Description
I preprocessed the data by this command:
python preprocess.py -train_src data/src-train.txt -train_tgt data/tgt-train.txt -valid_src data/src-val.txt -valid_tgt data/tgt-val.txt -save_data data/demo
then tried to load the Glove embeddings by this command:
python ./tools/embeddings_to_torch.py -emb_file_enc "glove_dir/glove.6B.100d.txt" -emb_file_dec "glove_dir/glove.6B.100d.txt" -dict_file "data/demo.vocab.pt" -output_file "data/demo_gloveembeddings"
but, got the following error:
Traceback (most recent call last):
File "./tools/embeddings_to_torch.py", line 125, in <module>
main()
File "./tools/embeddings_to_torch.py", line 83, in main
enc_vocab, dec_vocab = get_vocabs(opt.dict_file)

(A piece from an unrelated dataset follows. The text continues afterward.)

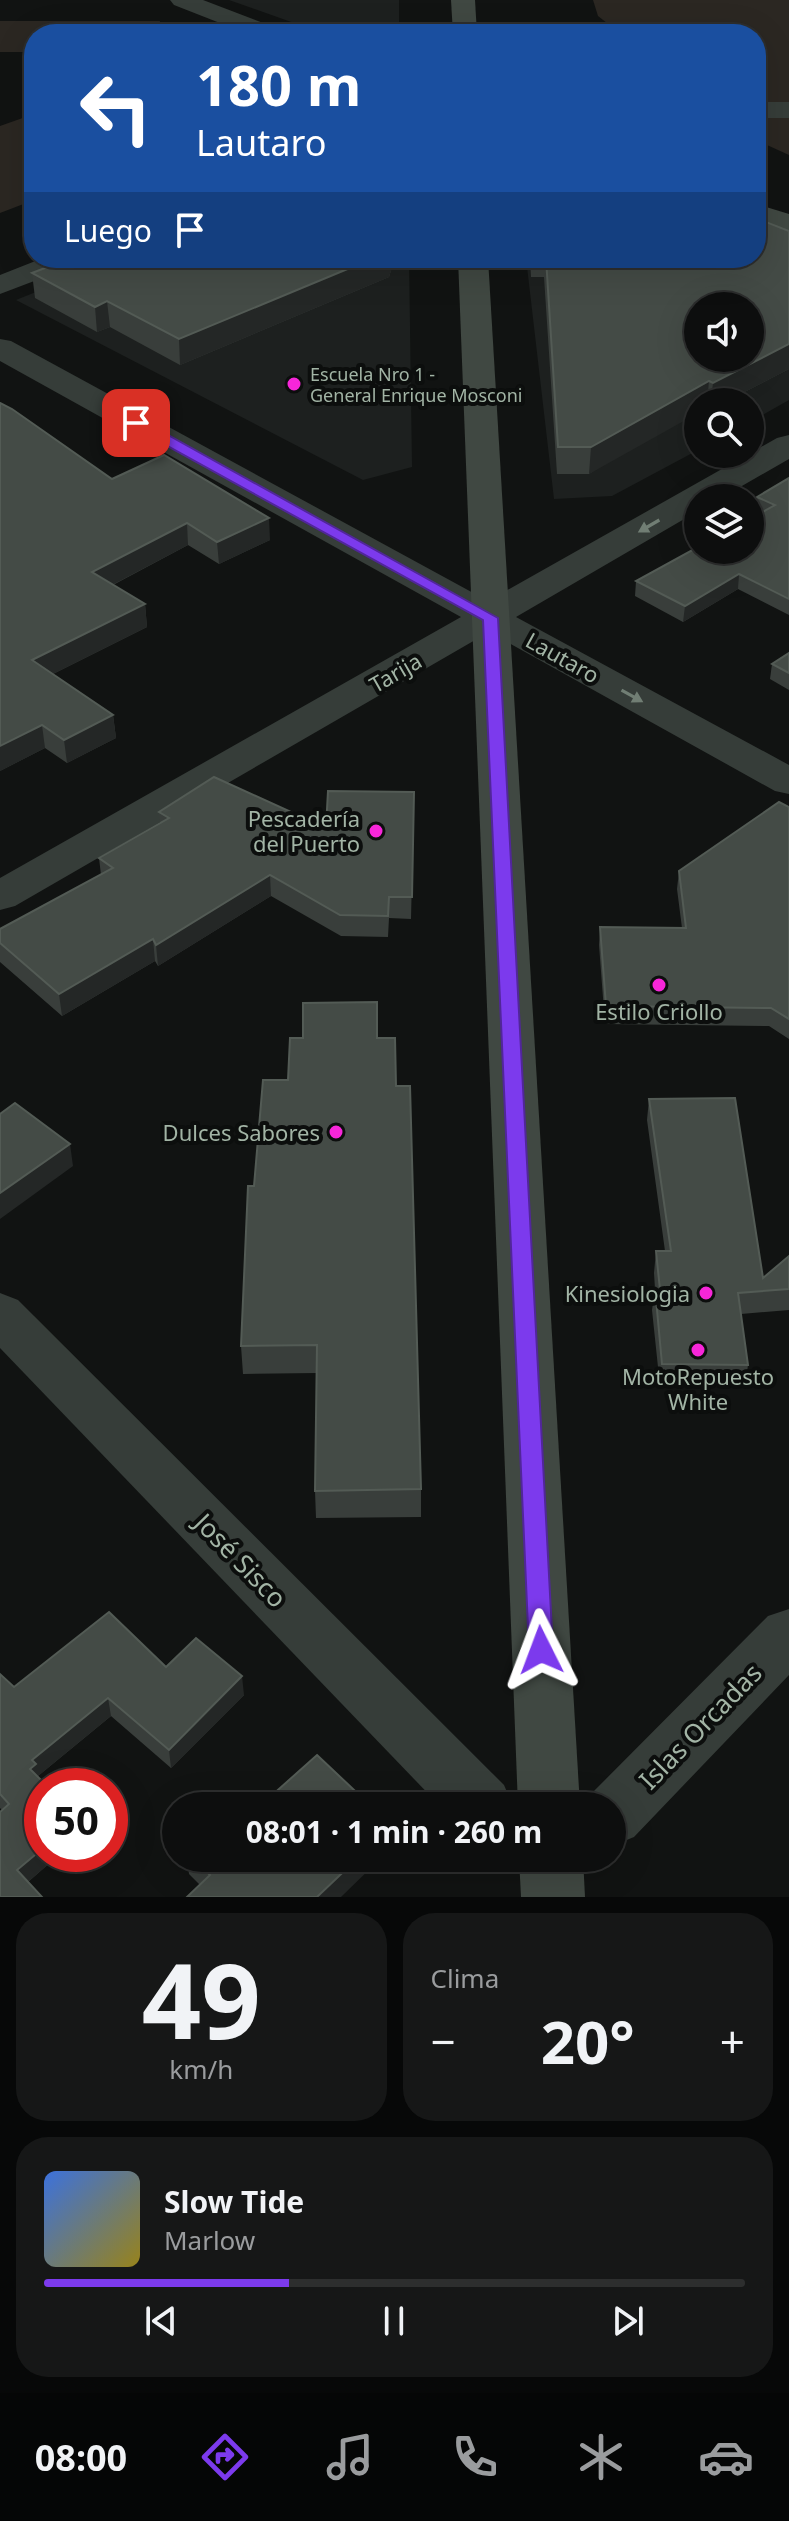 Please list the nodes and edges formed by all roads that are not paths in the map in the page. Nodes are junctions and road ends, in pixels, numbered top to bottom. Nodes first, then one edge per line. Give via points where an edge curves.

File "./tools/embeddings_to_torch.py", line 20, in get_vocabs
enc_vocab = fields['src'][0][1].vocab
AttributeError: 'TextMultiField' object has no attribute 'vocab'
Did I miss something? or is it due to the compatibility of vocab files between the current version of preprocessing.py and embeddings_to_torch.py?
Looked a bit more into this ... it looks like at some point the onmt.inputters.text_dataset.TextMultiField class has changed to remove the "vocab" attribute, but only have "fields" attribute now.
import torch
fields = torch.load("data/demo.vocab.pt")
print (fields['src'][0][1])
<onmt.inputters.text_dataset.TextMultiField object at 0x7fb527440860>
print (fields['src'][0][1].fields[0][1].vocab)
<torchtext.vocab.Vocab object at 0x7fb4c778f7f0>